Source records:
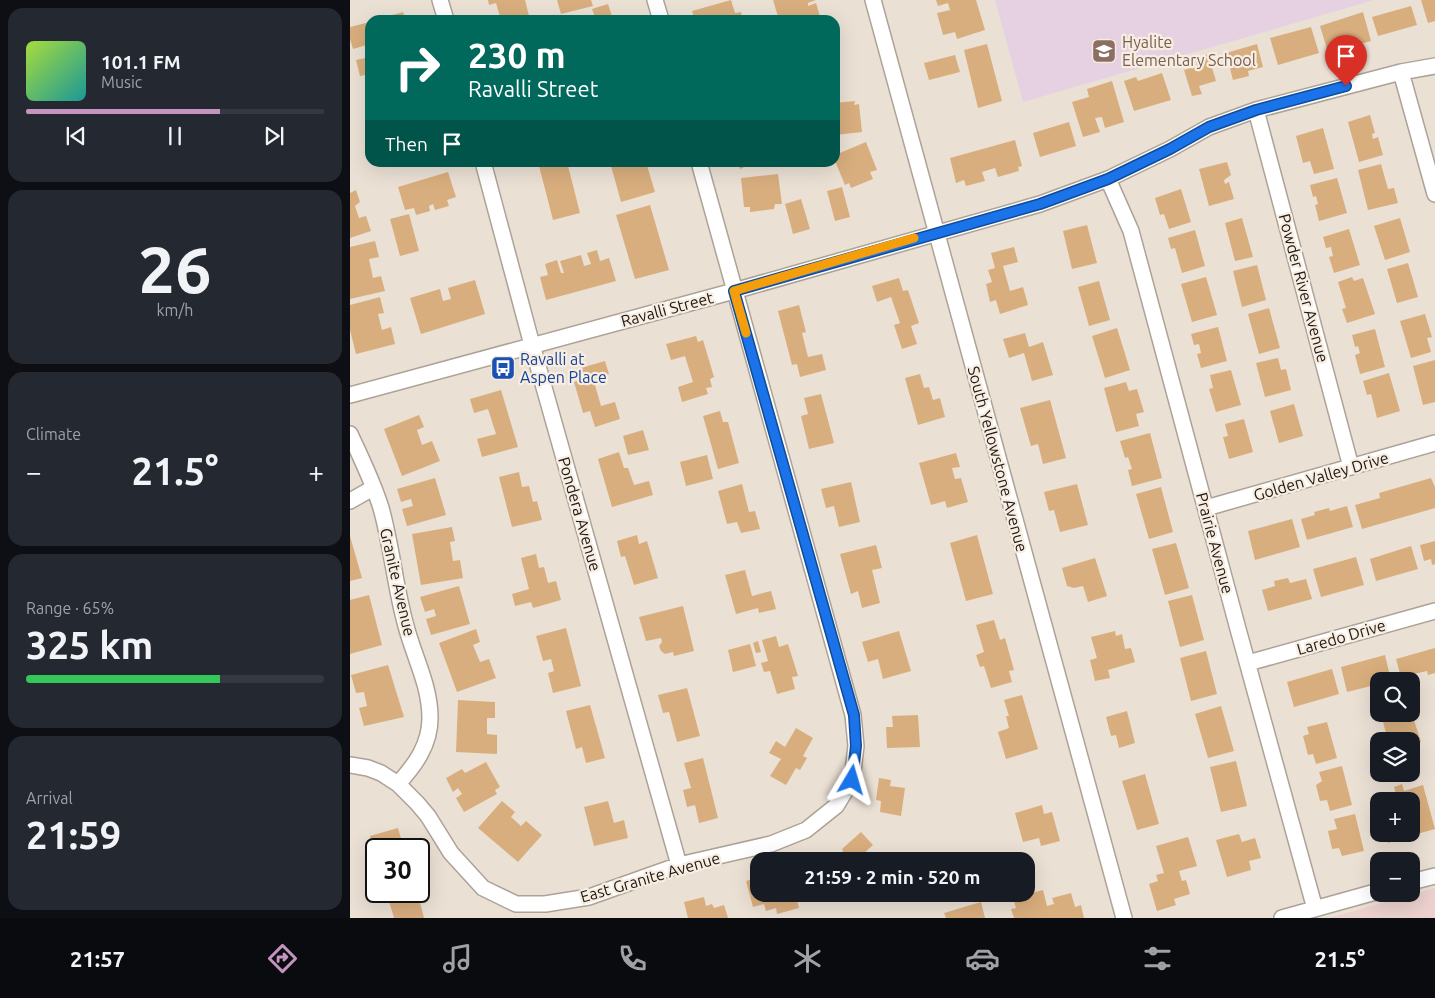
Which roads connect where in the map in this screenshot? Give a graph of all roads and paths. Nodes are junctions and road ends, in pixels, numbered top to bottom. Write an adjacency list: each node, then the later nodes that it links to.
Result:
1 (440, 0): 4 (street)
2 (655, 0): 5 (street)
3 (873, 0): 13 (street, South Yellowstone Avenue)
4 (444, 15)
5 (660, 15)
6 (1435, 66): 7 (street, Ravalli Street)
7 (1401, 72): 8 (street, Ravalli Street); 12 (street)
8 (1256, 110): 11 (street, Ravalli Street); 19 (street, Powder River Avenue)
9 (484, 167): 15 (street, Pondera Avenue)
10 (701, 167): 14 (street, East Granite Avenue)
11 (1108, 179): 13 (street, Ravalli Street); 22 (street, Prairie Avenue)
12 (1435, 194)
13 (936, 232): 14 (street, Ravalli Street); 32 (street, South Yellowstone Avenue)
14 (734, 291): 15 (street, Ravalli Street); 27 (street, East Granite Avenue)
15 (532, 345): 16 (street, Ravalli Street); 27 (street, Pondera Avenue)
16 (350, 396)
17 (350, 434): 20 (street, Granite Avenue)
18 (1435, 444): 19 (street, Golden Valley Drive)
19 (1351, 467): 22 (street, Golden Valley Drive)
20 (374, 488): 21 (street); 26 (street, Granite Avenue)
21 (350, 501)
22 (1206, 508): 24 (street, Prairie Avenue)
23 (1435, 611): 24 (street, Laredo Drive)
24 (1248, 663): 31 (street, Prairie Avenue)
25 (350, 765): 26 (street, East Granite Avenue)
26 (398, 784): 27 (street, East Granite Avenue)
27 (679, 865)
28 (1435, 876): 29 (street)
29 (1420, 880)
30 (1370, 894): 31 (street)
31 (1315, 909): 33 (street)
32 (1124, 918)
33 (1282, 918)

* _What you will do_: In the copy, omit the pictures and give every line of the data exactly.

* _Your response_:
Which roads connect where in the map in this screenshot? Give a graph of all roads and paths. Nodes are junctions and road ends, in pixels, numbered top to bottom. Write an adjacency list: each node, then the later nodes that it links to.
Result:
1 (440, 0): 4 (street)
2 (655, 0): 5 (street)
3 (873, 0): 13 (street, South Yellowstone Avenue)
4 (444, 15)
5 (660, 15)
6 (1435, 66): 7 (street, Ravalli Street)
7 (1401, 72): 8 (street, Ravalli Street); 12 (street)
8 (1256, 110): 11 (street, Ravalli Street); 19 (street, Powder River Avenue)
9 (484, 167): 15 (street, Pondera Avenue)
10 (701, 167): 14 (street, East Granite Avenue)
11 (1108, 179): 13 (street, Ravalli Street); 22 (street, Prairie Avenue)
12 (1435, 194)
13 (936, 232): 14 (street, Ravalli Street); 32 (street, South Yellowstone Avenue)
14 (734, 291): 15 (street, Ravalli Street); 27 (street, East Granite Avenue)
15 (532, 345): 16 (street, Ravalli Street); 27 (street, Pondera Avenue)
16 (350, 396)
17 (350, 434): 20 (street, Granite Avenue)
18 (1435, 444): 19 (street, Golden Valley Drive)
19 (1351, 467): 22 (street, Golden Valley Drive)
20 (374, 488): 21 (street); 26 (street, Granite Avenue)
21 (350, 501)
22 (1206, 508): 24 (street, Prairie Avenue)
23 (1435, 611): 24 (street, Laredo Drive)
24 (1248, 663): 31 (street, Prairie Avenue)
25 (350, 765): 26 (street, East Granite Avenue)
26 (398, 784): 27 (street, East Granite Avenue)
27 (679, 865)
28 (1435, 876): 29 (street)
29 (1420, 880)
30 (1370, 894): 31 (street)
31 (1315, 909): 33 (street)
32 (1124, 918)
33 (1282, 918)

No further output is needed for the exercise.